Key Elements of the Marketing Rule
The Marketing Rule changes the regulatory approach to investment adviser marketing practices in several key ways:
- Principles-based Prohibitions. The Rule includes seven principles-based prohibitions that apply to all advertisements, which track existing anti-fraud principles. Assessing whether an advertisement complies with these prohibitions largely depends on the facts and circumstances of the advertisement. Accordingly, a compliance review requires thoughtful attention to both the advertisement itself, as well as the specific audience and context in which it is used.
- Expansion to Solicitation Activity and other Third-Party Communications. To consolidate advertising and solicitation practices into one rule, the SEC adopted a broader definition of “advertisement” to include compensated endorsements made by third parties. The concept of an “endorsement” includes activity that had been covered by the cash solicitation rule, as well as other third-party statements, which effectively broadens the Rule’s scope to various types of third-party communications. The Rule also expressly imposes liability on an investment adviser for communications made by third parties that meet the definition of an advertisement.
- Private Fund Advisers. The Rule expands the definition of “advertisement” to include communications made by an investment adviser to investors in a private fund advised by the investment adviser, even though the ultimate investment decision is transactional and not advisory in nature. Thus, certain portions of PPMs and ancillary fund offering materials will be subject to the Rule’s general prohibitions and specific conditions for performance, testimonials and endorsements, and third-party ratings.
- Performance Advertising. The Rule contains specific conditions that apply to an advertisement that contains certain types of performance, including gross performance, hypothetical performance, extracted performance, related performance, and predecessor performance. These have historically been areas of focus for SEC examination and enforcement, and there are already signals of deeper engagement by the SEC staff on these topics.
- Testimonials and Endorsements. The Rule will permit an advertisement to include testimonials and endorsements, which are generally subject to the following conditions: (i) required disclosures; (ii) adviser oversight and compliance, including a written agreement for certain third parties; and (iii), in some cases, disqualification provisions.
The Risk Alert notes that the SEC staff will generally focus examinations of the Rule in the following areas: (1) policies and procedures, (2) whether an investment adviser is able to substantiate statements of material fact in an advertisement upon demand by the SEC staff, (3) performance advertising, and (4) the Rule’s amendments that address recordkeeping and Form ADV disclosures. To address these focus areas and prepare for the Rule’s implementation more generally, we recommend that investment advisers take the following actions as soon as possible in connection with the November 4, 2022, compliance date:
- Update policies and procedures so they are specifically tailored to the investment adviser’s actual practices and, at a minimum, address the Rule’s prohibitions and other key areas (e.g., performance advertising, advertising review, testimonials and endorsements, employee social media use, and third-party ratings).
- Review existing advertisements, including websites, pitch decks, email marketing, template responses to RFPs, social media posts, and other communications and draft updated disclosures.

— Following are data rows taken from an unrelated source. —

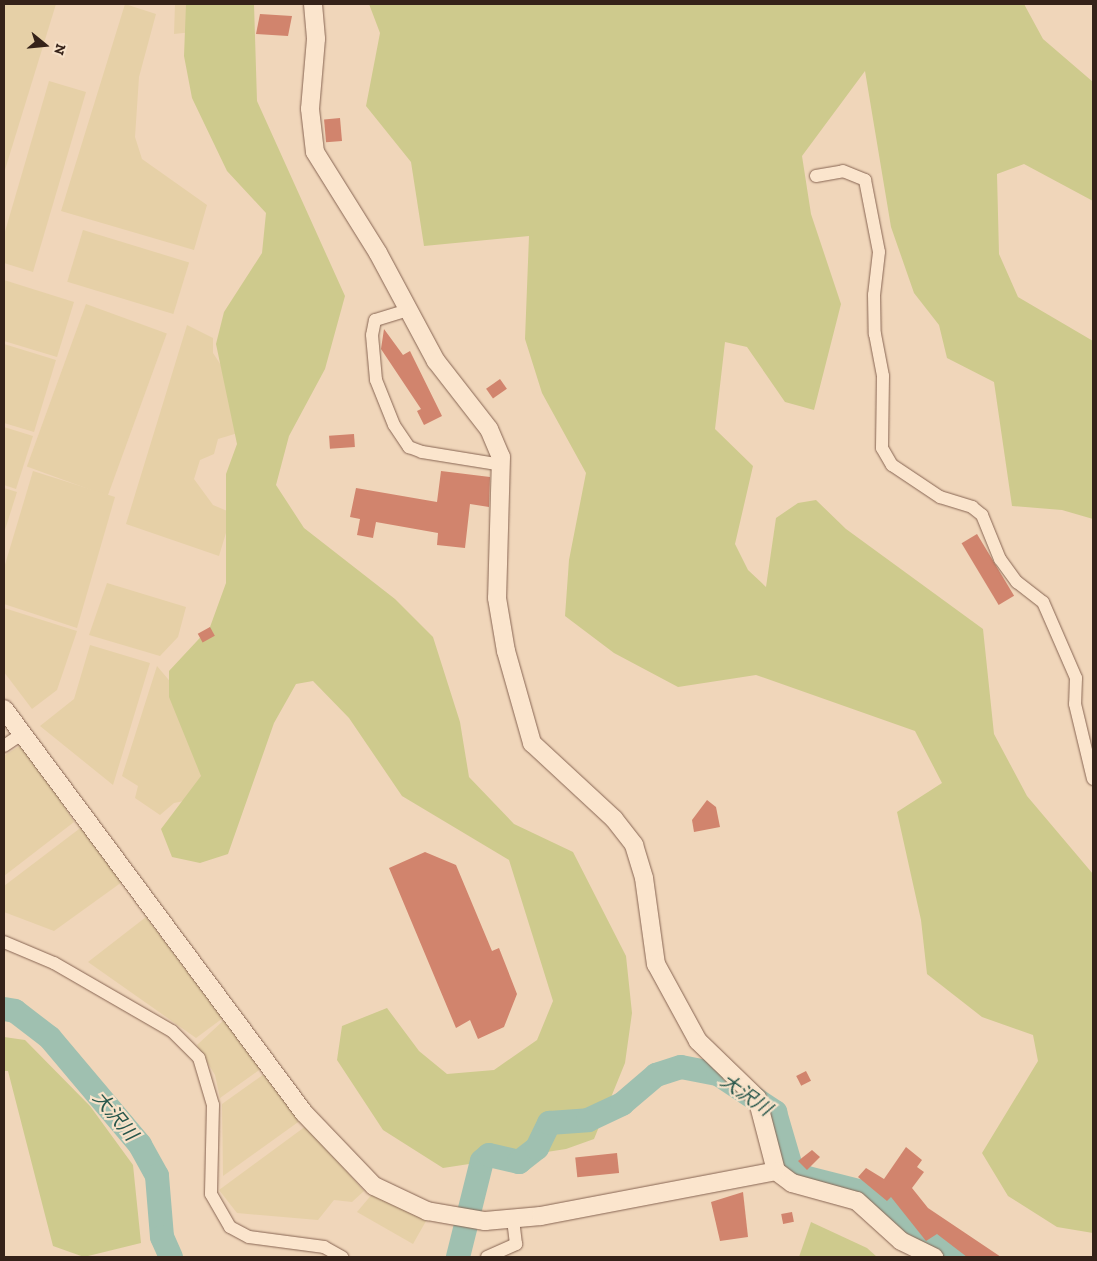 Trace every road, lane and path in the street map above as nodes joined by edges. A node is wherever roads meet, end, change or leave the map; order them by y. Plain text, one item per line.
1 (313, 4) edge
2 (816, 176) dead end
3 (408, 310) junction
4 (502, 464) junction
5 (4, 709) edge
6 (23, 733) junction
7 (4, 746) edge
8 (1093, 779) edge
9 (4, 942) edge
10 (776, 1171) junction
11 (513, 1219) junction
12 (342, 1257) edge
13 (487, 1257) edge
14 (934, 1257) edge

1 - 3 street
2 - 8 street
3 - 4 street
3 - 4 street
4 - 10 street
5 - 6 street
6 - 7 street
6 - 11 street
9 - 12 street
10 - 11 street
10 - 14 street
11 - 13 street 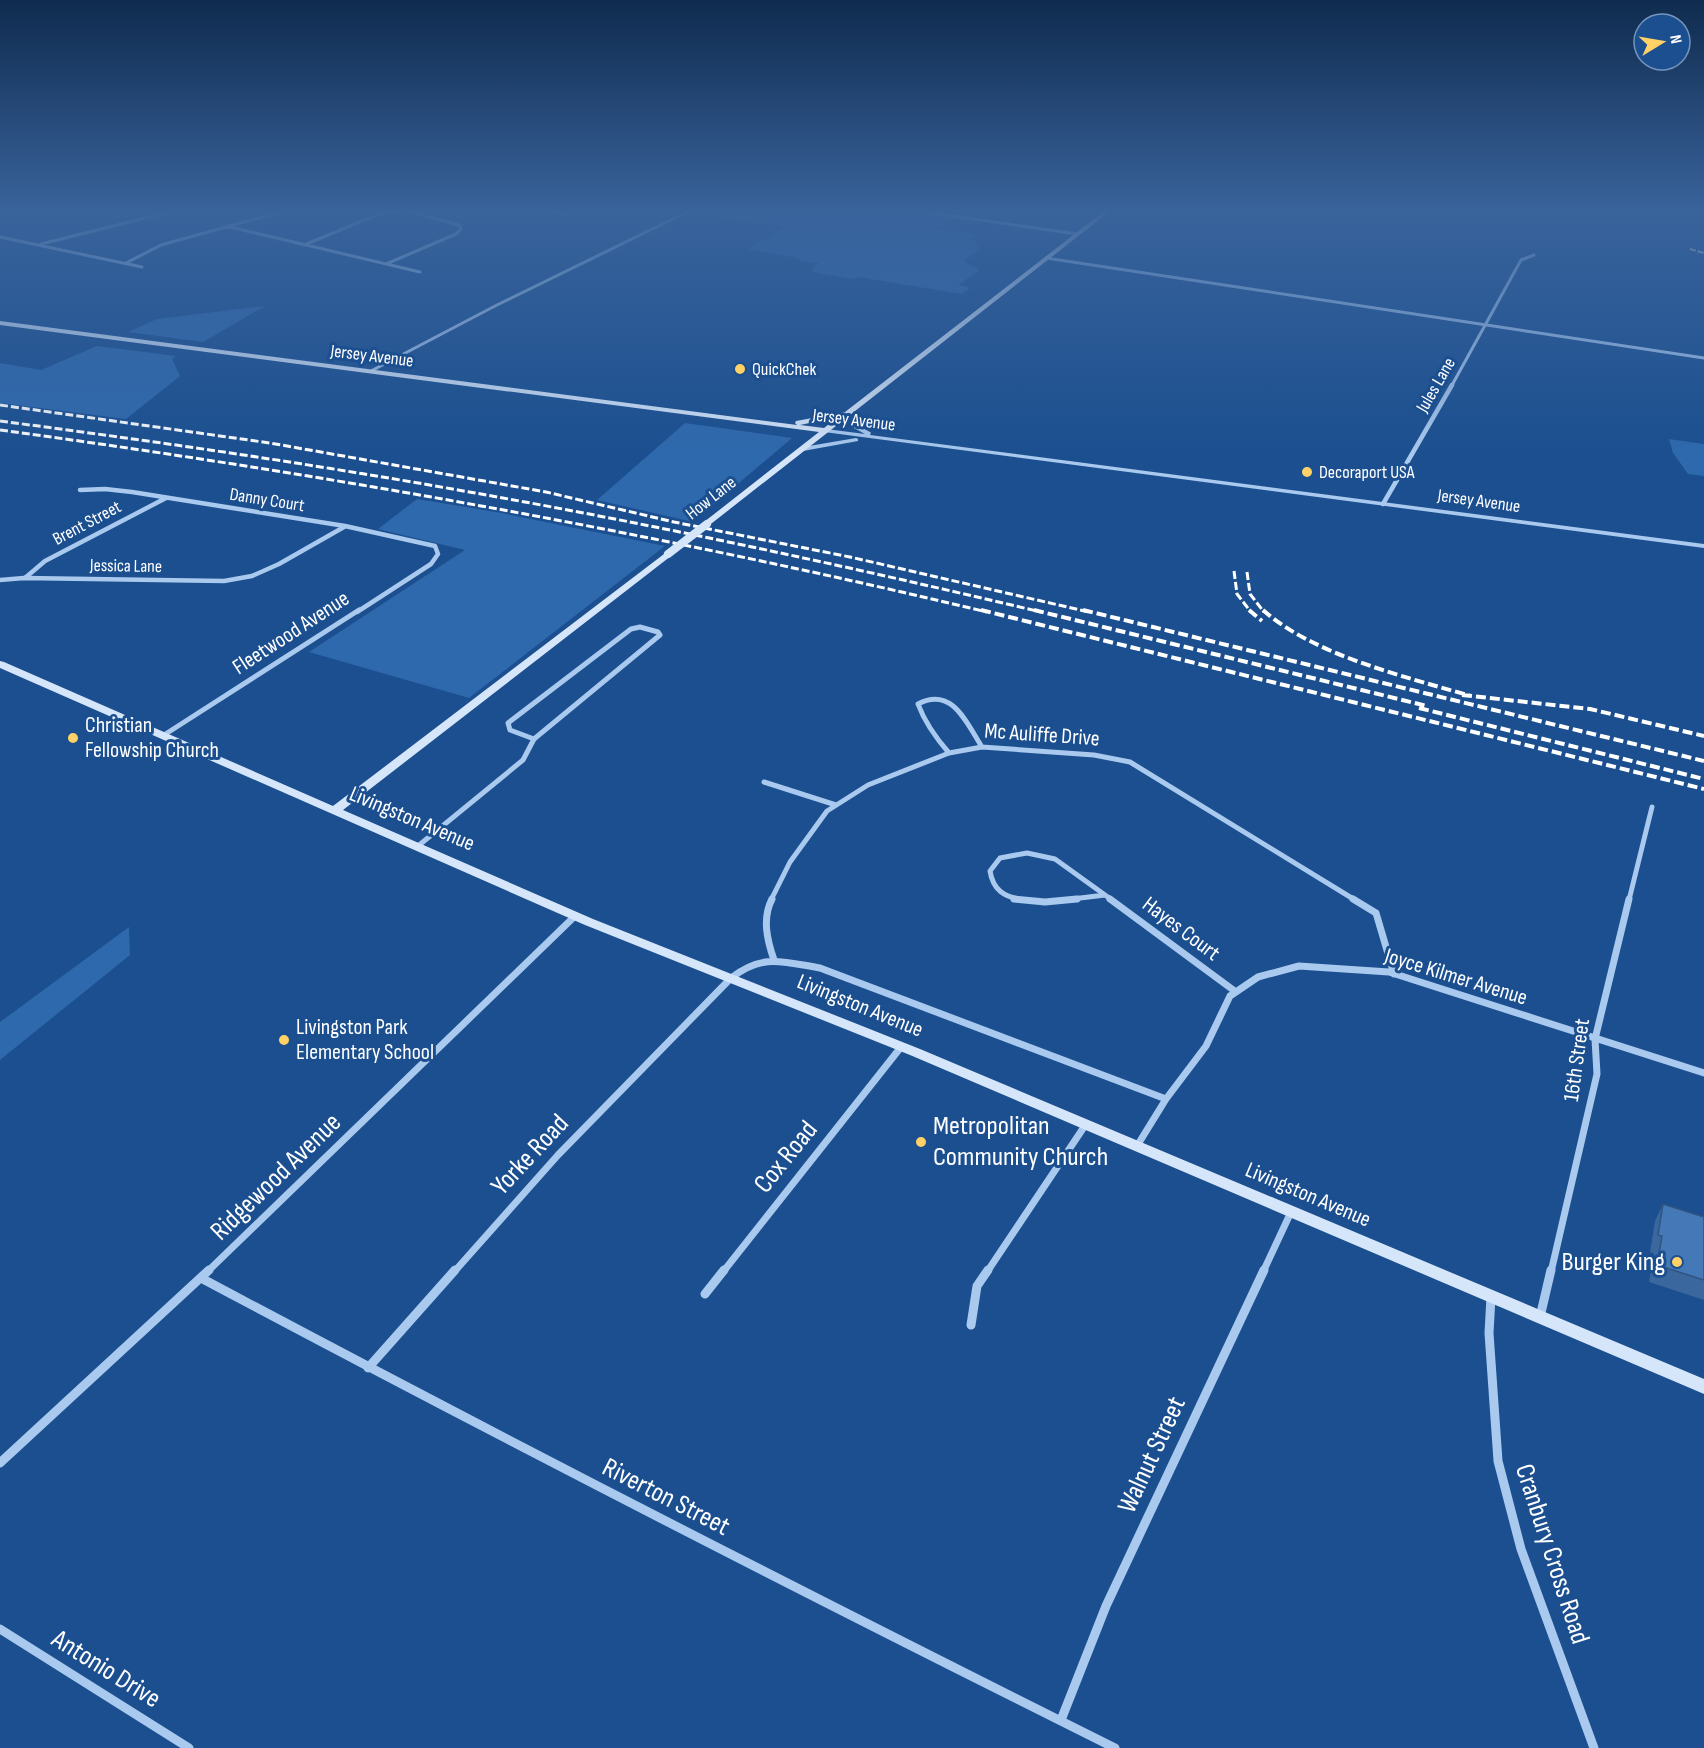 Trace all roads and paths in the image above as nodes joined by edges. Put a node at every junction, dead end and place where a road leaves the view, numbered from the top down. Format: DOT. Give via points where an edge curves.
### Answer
graph roads {
  1 [pos="520,294"];
  2 [pos="1001,294"];
  3 [pos="1280,294"];
  4 [pos="1503,294"];
  5 [pos="0,323"];
  6 [pos="1487,325"];
  7 [pos="1704,358"];
  8 [pos="371,372"];
  9 [pos="848,414"];
  10 [pos="765,423"];
  11 [pos="826,431"];
  12 [pos="882,438"];
  13 [pos="803,448"];
  14 [pos="80,490"];
  15 [pos="166,498"];
  16 [pos="1383,504"];
  17 [pos="345,526"];
  18 [pos="1704,546"];
  19 [pos="435,558"];
  20 [pos="24,578"];
  21 [pos="0,580"];
  22 [pos="0,664"];
  23 [pos="164,735"];
  24 [pos="534,739"];
  25 [pos="982,747"];
  26 [pos="949,753"];
  27 [pos="764,782"];
  28 [pos="836,805"];
  29 [pos="1652,807"];
  30 [pos="335,810"];
  31 [pos="418,846"];
  32 [pos="1104,895"];
  33 [pos="575,916"];
  34 [pos="774,960"];
  35 [pos="1394,974"];
  36 [pos="731,978"];
  37 [pos="1236,992"];
  38 [pos="1595,1039"];
  39 [pos="901,1047"];
  40 [pos="1704,1073"];
  41 [pos="1166,1099"];
  42 [pos="1086,1124"];
  43 [pos="1137,1146"];
  44 [pos="1291,1212"];
  45 [pos="201,1278"];
  46 [pos="705,1294"];
  47 [pos="1491,1297"];
  48 [pos="1540,1318"];
  49 [pos="971,1325"];
  50 [pos="368,1368"];
  51 [pos="1704,1387"];
  52 [pos="0,1463"];
  53 [pos="0,1629"];
  54 [pos="1061,1720"];
  55 [pos="189,1748"];
  56 [pos="1115,1748"];
  57 [pos="1594,1748"];
  1 -- 8 [label="street"];
  2 -- 9 [label="main road, How Lane"];
  3 -- 6 [label="street"];
  4 -- 6 [label="street, Jules Lane"];
  5 -- 8 [label="main road, Jersey Avenue"];
  6 -- 7 [label="street"];
  6 -- 16 [label="street, Jules Lane"];
  8 -- 10 [label="main road, Jersey Avenue"];
  9 -- 10 [label="main road" via="810,422"];
  9 -- 11 [label="main road, How Lane"];
  9 -- 12 [label="street" via="856,428"];
  10 -- 11 [label="main road, Jersey Avenue"];
  10 -- 13 [label="main road" via="798,437"];
  11 -- 12 [label="street, Jersey Avenue"];
  11 -- 13 [label="main road, How Lane"];
  12 -- 13 [label="street"];
  12 -- 16 [label="street, Jersey Avenue"];
  13 -- 30 [label="main road, How Lane, bridge"];
  14 -- 15 [label="street, Danny Court" via="105,489"];
  15 -- 17 [label="street, Danny Court"];
  15 -- 20 [label="street, Brent Street" via="45,561"];
  16 -- 18 [label="street, Jersey Avenue"];
  17 -- 19 [label="street, Danny Court" via="435,546"];
  17 -- 20 [label="street, Jessica Lane" via="252,576 224,580"];
  19 -- 23 [label="street, Fleetwood Avenue"];
  20 -- 21 [label="street, Jessica Lane"];
  22 -- 23 [label="main road, Livingston Avenue"];
  23 -- 30 [label="main road, Livingston Avenue"];
  24 -- 24 [label="street" via="660,635 658,632 631,629 508,723 510,730"];
  24 -- 31 [label="street" via="523,760"];
  25 -- 26 [label="street, Mc Auliffe Drive"];
  25 -- 26 [label="street" via="953,705 946,698 933,697 918,704 930,732"];
  25 -- 35 [label="street, Mc Auliffe Drive" via="1094,755 1130,762 1376,914"];
  26 -- 28 [label="street, Mc Auliffe Drive" via="868,785"];
  27 -- 28 [label="street"];
  28 -- 34 [label="street, Mc Auliffe Drive" via="827,811 790,862 766,911 768,944"];
  29 -- 38 [label="street, 16th Street"];
  30 -- 31 [label="main road, Livingston Avenue"];
  31 -- 33 [label="main road, Livingston Avenue"];
  32 -- 32 [label="street, Hayes Court" via="1055,859 1027,853 1000,858 990,871 992,884 1004,896 1019,901"];
  32 -- 37 [label="street, Hayes Court"];
  33 -- 36 [label="main road, Livingston Avenue"];
  33 -- 45 [label="street, Ridgewood Avenue"];
  34 -- 36 [label="street" via="746,966"];
  34 -- 41 [label="street" via="820,968"];
  35 -- 37 [label="street, Joyce Kilmer Avenue" via="1299,966 1258,977"];
  35 -- 38 [label="street, Joyce Kilmer Avenue"];
  36 -- 39 [label="main road, Livingston Avenue"];
  36 -- 50 [label="street, Yorke Road" via="558,1155"];
  37 -- 41 [label="street, Joyce Kilmer Avenue" via="1230,996 1206,1046"];
  38 -- 40 [label="street, Joyce Kilmer Avenue"];
  38 -- 48 [label="street, 16th Street" via="1597,1074"];
  39 -- 42 [label="main road, Livingston Avenue"];
  39 -- 46 [label="street, Cox Road"];
  41 -- 43 [label="street, Joyce Kilmer Avenue"];
  42 -- 43 [label="main road, Livingston Avenue"];
  42 -- 49 [label="street" via="977,1286"];
  43 -- 44 [label="main road, Livingston Avenue"];
  44 -- 47 [label="main road, Livingston Avenue"];
  44 -- 54 [label="street, Walnut Street" via="1106,1606"];
  45 -- 50 [label="street, Riverton Street"];
  45 -- 52 [label="street, Ridgewood Avenue"];
  47 -- 48 [label="main road, Livingston Avenue"];
  47 -- 57 [label="street, Cranbury Cross Road" via="1489,1333 1498,1461 1521,1549"];
  48 -- 51 [label="main road, Livingston Avenue"];
  50 -- 54 [label="street, Riverton Street" via="764,1573"];
  53 -- 55 [label="street, Antonio Drive"];
  54 -- 56 [label="street, Riverton Street"];
}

Prepare an inventory of all statements that third parties are known to be making on the investment adviser’s behalf and review the statements for consistency with the new Marketing Rule.
- Assess whether the investment adviser uses affiliated or third-party solicitors or compensates third parties (directly or indirectly) to make statements on its behalf. Investment advisers will need to take specific steps to update any existing solicitation agreements to comply with the Rule and may need new agreements with third-party endorsers captured by the new Rule.
- With respect to private fund advisers, review existing PPMs and other form documents for Marketing Rule issues. We have observed that many private fund advisers include performance information and other promotional material in PPMs and related documents that will likely implicate the Rule.
- Implement an advertisement review process that represents a practical, risk-based approach to the approval process focused on avoiding content that could potentially mislead investors.
- Ensure that the Chief Compliance Officer and other relevant legal and compliance personnel are well versed in the Rule and understand how it applies to common types of advertising that the investment adviser disseminates.
- Implement a recordkeeping process that captures contemporaneous records to substantiate any statements of material fact included in an advertisement. The SEC staff will scrutinize whether advisers are able to promptly furnish records that substantiate such facts in an examination.
Given the complexity of the Rule and imminent SEC staff scrutiny of marketing practices, investment advisers should now be fully engaged in finalizing their implementation of the Rule. Our team has been preparing investment advisers for the Rule’s implementation since the Rule’s proposal and adoption, and we look forward to working with our clients and friends as new market practice develops.